- [What is being asked] Set down the data that follows, exactly and completely.

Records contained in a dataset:

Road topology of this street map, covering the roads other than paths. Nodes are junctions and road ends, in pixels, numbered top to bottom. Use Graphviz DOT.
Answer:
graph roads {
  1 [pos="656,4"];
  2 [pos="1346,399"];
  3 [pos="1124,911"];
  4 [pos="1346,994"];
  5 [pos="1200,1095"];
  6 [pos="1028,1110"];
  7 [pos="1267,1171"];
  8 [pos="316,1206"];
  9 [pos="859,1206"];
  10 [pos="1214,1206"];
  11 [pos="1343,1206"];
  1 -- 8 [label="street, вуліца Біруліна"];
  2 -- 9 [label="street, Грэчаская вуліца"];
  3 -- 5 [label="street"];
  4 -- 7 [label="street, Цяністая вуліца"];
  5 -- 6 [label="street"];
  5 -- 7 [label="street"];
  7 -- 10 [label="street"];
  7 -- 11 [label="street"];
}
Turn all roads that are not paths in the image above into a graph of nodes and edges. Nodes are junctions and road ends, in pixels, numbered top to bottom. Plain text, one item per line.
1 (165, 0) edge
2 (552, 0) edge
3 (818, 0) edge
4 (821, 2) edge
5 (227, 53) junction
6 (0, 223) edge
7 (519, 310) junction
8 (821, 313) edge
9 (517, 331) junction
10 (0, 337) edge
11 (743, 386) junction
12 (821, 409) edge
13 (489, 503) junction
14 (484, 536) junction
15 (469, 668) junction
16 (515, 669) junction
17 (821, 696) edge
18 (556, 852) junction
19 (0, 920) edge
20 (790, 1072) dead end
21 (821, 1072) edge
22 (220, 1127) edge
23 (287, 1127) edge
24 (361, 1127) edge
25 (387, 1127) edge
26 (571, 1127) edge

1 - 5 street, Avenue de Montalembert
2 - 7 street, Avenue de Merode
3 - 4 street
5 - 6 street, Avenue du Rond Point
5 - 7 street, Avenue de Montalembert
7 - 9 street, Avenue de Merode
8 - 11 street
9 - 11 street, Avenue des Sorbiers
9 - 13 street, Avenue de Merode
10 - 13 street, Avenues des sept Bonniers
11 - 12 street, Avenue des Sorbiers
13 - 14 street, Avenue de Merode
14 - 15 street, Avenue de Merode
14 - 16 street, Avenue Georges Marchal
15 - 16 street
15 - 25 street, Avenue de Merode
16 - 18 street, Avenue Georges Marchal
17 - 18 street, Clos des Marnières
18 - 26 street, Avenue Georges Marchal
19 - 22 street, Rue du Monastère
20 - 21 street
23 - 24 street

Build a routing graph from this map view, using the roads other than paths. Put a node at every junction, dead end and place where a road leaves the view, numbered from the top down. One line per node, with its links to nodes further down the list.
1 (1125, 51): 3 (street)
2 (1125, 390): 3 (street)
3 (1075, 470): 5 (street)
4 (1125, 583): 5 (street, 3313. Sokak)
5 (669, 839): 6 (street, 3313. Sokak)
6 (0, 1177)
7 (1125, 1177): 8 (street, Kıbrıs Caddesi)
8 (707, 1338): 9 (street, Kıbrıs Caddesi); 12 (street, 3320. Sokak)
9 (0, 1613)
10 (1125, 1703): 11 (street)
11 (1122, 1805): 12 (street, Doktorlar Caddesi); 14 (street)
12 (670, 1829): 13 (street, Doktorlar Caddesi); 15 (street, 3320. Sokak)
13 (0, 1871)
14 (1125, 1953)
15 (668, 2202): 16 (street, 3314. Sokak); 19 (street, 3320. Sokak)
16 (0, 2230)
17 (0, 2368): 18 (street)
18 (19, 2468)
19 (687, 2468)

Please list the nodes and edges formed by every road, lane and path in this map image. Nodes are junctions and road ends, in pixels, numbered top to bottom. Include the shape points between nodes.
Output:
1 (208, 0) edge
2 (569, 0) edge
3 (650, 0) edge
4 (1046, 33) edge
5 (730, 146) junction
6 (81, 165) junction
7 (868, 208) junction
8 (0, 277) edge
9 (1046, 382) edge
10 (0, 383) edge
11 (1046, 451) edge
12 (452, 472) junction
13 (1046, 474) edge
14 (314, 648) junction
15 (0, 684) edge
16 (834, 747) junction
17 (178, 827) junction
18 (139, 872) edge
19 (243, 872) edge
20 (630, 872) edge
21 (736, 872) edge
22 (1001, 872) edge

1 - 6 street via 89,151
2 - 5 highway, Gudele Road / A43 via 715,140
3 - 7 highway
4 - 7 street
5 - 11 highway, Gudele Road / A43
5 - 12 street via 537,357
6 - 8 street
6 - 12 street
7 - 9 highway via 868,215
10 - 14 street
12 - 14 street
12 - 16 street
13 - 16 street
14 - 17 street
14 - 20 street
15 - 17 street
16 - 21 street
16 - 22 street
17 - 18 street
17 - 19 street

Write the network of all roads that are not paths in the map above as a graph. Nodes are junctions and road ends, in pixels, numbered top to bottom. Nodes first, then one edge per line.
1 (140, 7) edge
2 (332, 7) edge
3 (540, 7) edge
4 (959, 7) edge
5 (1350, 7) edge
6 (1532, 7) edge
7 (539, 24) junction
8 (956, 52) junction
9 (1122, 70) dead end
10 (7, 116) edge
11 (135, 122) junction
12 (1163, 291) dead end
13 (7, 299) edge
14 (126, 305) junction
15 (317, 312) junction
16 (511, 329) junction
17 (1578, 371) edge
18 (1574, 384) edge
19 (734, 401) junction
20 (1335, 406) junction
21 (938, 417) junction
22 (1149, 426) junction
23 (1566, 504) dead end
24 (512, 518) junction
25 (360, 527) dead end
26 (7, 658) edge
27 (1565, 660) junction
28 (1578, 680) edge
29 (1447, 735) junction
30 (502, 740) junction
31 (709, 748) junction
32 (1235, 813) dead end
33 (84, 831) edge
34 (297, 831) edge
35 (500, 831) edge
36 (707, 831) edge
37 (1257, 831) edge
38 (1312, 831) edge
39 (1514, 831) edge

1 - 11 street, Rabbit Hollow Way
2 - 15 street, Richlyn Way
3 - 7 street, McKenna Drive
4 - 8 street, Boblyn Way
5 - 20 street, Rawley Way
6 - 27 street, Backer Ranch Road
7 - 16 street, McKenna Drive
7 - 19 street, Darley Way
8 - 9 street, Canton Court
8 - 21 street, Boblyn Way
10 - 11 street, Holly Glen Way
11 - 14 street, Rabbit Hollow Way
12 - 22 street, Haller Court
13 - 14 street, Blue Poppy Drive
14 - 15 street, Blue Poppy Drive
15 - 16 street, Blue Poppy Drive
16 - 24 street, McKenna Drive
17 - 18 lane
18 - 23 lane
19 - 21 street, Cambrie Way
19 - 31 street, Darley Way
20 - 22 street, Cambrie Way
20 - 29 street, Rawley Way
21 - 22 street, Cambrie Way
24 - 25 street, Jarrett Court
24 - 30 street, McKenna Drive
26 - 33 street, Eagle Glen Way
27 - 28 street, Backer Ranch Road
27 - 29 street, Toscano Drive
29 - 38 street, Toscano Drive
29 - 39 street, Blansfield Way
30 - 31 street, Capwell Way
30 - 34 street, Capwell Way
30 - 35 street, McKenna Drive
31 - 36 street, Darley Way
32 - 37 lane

- [Exercise solution]
Road topology of this street map, covering the roads other than paths. Nodes are junctions and road ends, in pixels, numbered top to bottom. Use Graphviz DOT.
Answer:
graph roads {
  1 [pos="656,4"];
  2 [pos="1346,399"];
  3 [pos="1124,911"];
  4 [pos="1346,994"];
  5 [pos="1200,1095"];
  6 [pos="1028,1110"];
  7 [pos="1267,1171"];
  8 [pos="316,1206"];
  9 [pos="859,1206"];
  10 [pos="1214,1206"];
  11 [pos="1343,1206"];
  1 -- 8 [label="street, вуліца Біруліна"];
  2 -- 9 [label="street, Грэчаская вуліца"];
  3 -- 5 [label="street"];
  4 -- 7 [label="street, Цяністая вуліца"];
  5 -- 6 [label="street"];
  5 -- 7 [label="street"];
  7 -- 10 [label="street"];
  7 -- 11 [label="street"];
}
Turn all roads that are not paths in the image above into a graph of nodes and edges. Nodes are junctions and road ends, in pixels, numbered top to bottom. Plain text, one item per line.
1 (165, 0) edge
2 (552, 0) edge
3 (818, 0) edge
4 (821, 2) edge
5 (227, 53) junction
6 (0, 223) edge
7 (519, 310) junction
8 (821, 313) edge
9 (517, 331) junction
10 (0, 337) edge
11 (743, 386) junction
12 (821, 409) edge
13 (489, 503) junction
14 (484, 536) junction
15 (469, 668) junction
16 (515, 669) junction
17 (821, 696) edge
18 (556, 852) junction
19 (0, 920) edge
20 (790, 1072) dead end
21 (821, 1072) edge
22 (220, 1127) edge
23 (287, 1127) edge
24 (361, 1127) edge
25 (387, 1127) edge
26 (571, 1127) edge

1 - 5 street, Avenue de Montalembert
2 - 7 street, Avenue de Merode
3 - 4 street
5 - 6 street, Avenue du Rond Point
5 - 7 street, Avenue de Montalembert
7 - 9 street, Avenue de Merode
8 - 11 street
9 - 11 street, Avenue des Sorbiers
9 - 13 street, Avenue de Merode
10 - 13 street, Avenues des sept Bonniers
11 - 12 street, Avenue des Sorbiers
13 - 14 street, Avenue de Merode
14 - 15 street, Avenue de Merode
14 - 16 street, Avenue Georges Marchal
15 - 16 street
15 - 25 street, Avenue de Merode
16 - 18 street, Avenue Georges Marchal
17 - 18 street, Clos des Marnières
18 - 26 street, Avenue Georges Marchal
19 - 22 street, Rue du Monastère
20 - 21 street
23 - 24 street

Build a routing graph from this map view, using the roads other than paths. Put a node at every junction, dead end and place where a road leaves the view, numbered from the top down. One line per node, with its links to nodes further down the list.
1 (1125, 51): 3 (street)
2 (1125, 390): 3 (street)
3 (1075, 470): 5 (street)
4 (1125, 583): 5 (street, 3313. Sokak)
5 (669, 839): 6 (street, 3313. Sokak)
6 (0, 1177)
7 (1125, 1177): 8 (street, Kıbrıs Caddesi)
8 (707, 1338): 9 (street, Kıbrıs Caddesi); 12 (street, 3320. Sokak)
9 (0, 1613)
10 (1125, 1703): 11 (street)
11 (1122, 1805): 12 (street, Doktorlar Caddesi); 14 (street)
12 (670, 1829): 13 (street, Doktorlar Caddesi); 15 (street, 3320. Sokak)
13 (0, 1871)
14 (1125, 1953)
15 (668, 2202): 16 (street, 3314. Sokak); 19 (street, 3320. Sokak)
16 (0, 2230)
17 (0, 2368): 18 (street)
18 (19, 2468)
19 (687, 2468)

Please list the nodes and edges formed by every road, lane and path in this map image. Nodes are junctions and road ends, in pixels, numbered top to bottom. Include the shape points between nodes.
Output:
1 (208, 0) edge
2 (569, 0) edge
3 (650, 0) edge
4 (1046, 33) edge
5 (730, 146) junction
6 (81, 165) junction
7 (868, 208) junction
8 (0, 277) edge
9 (1046, 382) edge
10 (0, 383) edge
11 (1046, 451) edge
12 (452, 472) junction
13 (1046, 474) edge
14 (314, 648) junction
15 (0, 684) edge
16 (834, 747) junction
17 (178, 827) junction
18 (139, 872) edge
19 (243, 872) edge
20 (630, 872) edge
21 (736, 872) edge
22 (1001, 872) edge

1 - 6 street via 89,151
2 - 5 highway, Gudele Road / A43 via 715,140
3 - 7 highway
4 - 7 street
5 - 11 highway, Gudele Road / A43
5 - 12 street via 537,357
6 - 8 street
6 - 12 street
7 - 9 highway via 868,215
10 - 14 street
12 - 14 street
12 - 16 street
13 - 16 street
14 - 17 street
14 - 20 street
15 - 17 street
16 - 21 street
16 - 22 street
17 - 18 street
17 - 19 street

Write the network of all roads that are not paths in the map above as a graph. Nodes are junctions and road ends, in pixels, numbered top to bottom. Nodes first, then one edge per line.
1 (140, 7) edge
2 (332, 7) edge
3 (540, 7) edge
4 (959, 7) edge
5 (1350, 7) edge
6 (1532, 7) edge
7 (539, 24) junction
8 (956, 52) junction
9 (1122, 70) dead end
10 (7, 116) edge
11 (135, 122) junction
12 (1163, 291) dead end
13 (7, 299) edge
14 (126, 305) junction
15 (317, 312) junction
16 (511, 329) junction
17 (1578, 371) edge
18 (1574, 384) edge
19 (734, 401) junction
20 (1335, 406) junction
21 (938, 417) junction
22 (1149, 426) junction
23 (1566, 504) dead end
24 (512, 518) junction
25 (360, 527) dead end
26 (7, 658) edge
27 (1565, 660) junction
28 (1578, 680) edge
29 (1447, 735) junction
30 (502, 740) junction
31 (709, 748) junction
32 (1235, 813) dead end
33 (84, 831) edge
34 (297, 831) edge
35 (500, 831) edge
36 (707, 831) edge
37 (1257, 831) edge
38 (1312, 831) edge
39 (1514, 831) edge

1 - 11 street, Rabbit Hollow Way
2 - 15 street, Richlyn Way
3 - 7 street, McKenna Drive
4 - 8 street, Boblyn Way
5 - 20 street, Rawley Way
6 - 27 street, Backer Ranch Road
7 - 16 street, McKenna Drive
7 - 19 street, Darley Way
8 - 9 street, Canton Court
8 - 21 street, Boblyn Way
10 - 11 street, Holly Glen Way
11 - 14 street, Rabbit Hollow Way
12 - 22 street, Haller Court
13 - 14 street, Blue Poppy Drive
14 - 15 street, Blue Poppy Drive
15 - 16 street, Blue Poppy Drive
16 - 24 street, McKenna Drive
17 - 18 lane
18 - 23 lane
19 - 21 street, Cambrie Way
19 - 31 street, Darley Way
20 - 22 street, Cambrie Way
20 - 29 street, Rawley Way
21 - 22 street, Cambrie Way
24 - 25 street, Jarrett Court
24 - 30 street, McKenna Drive
26 - 33 street, Eagle Glen Way
27 - 28 street, Backer Ranch Road
27 - 29 street, Toscano Drive
29 - 38 street, Toscano Drive
29 - 39 street, Blansfield Way
30 - 31 street, Capwell Way
30 - 34 street, Capwell Way
30 - 35 street, McKenna Drive
31 - 36 street, Darley Way
32 - 37 lane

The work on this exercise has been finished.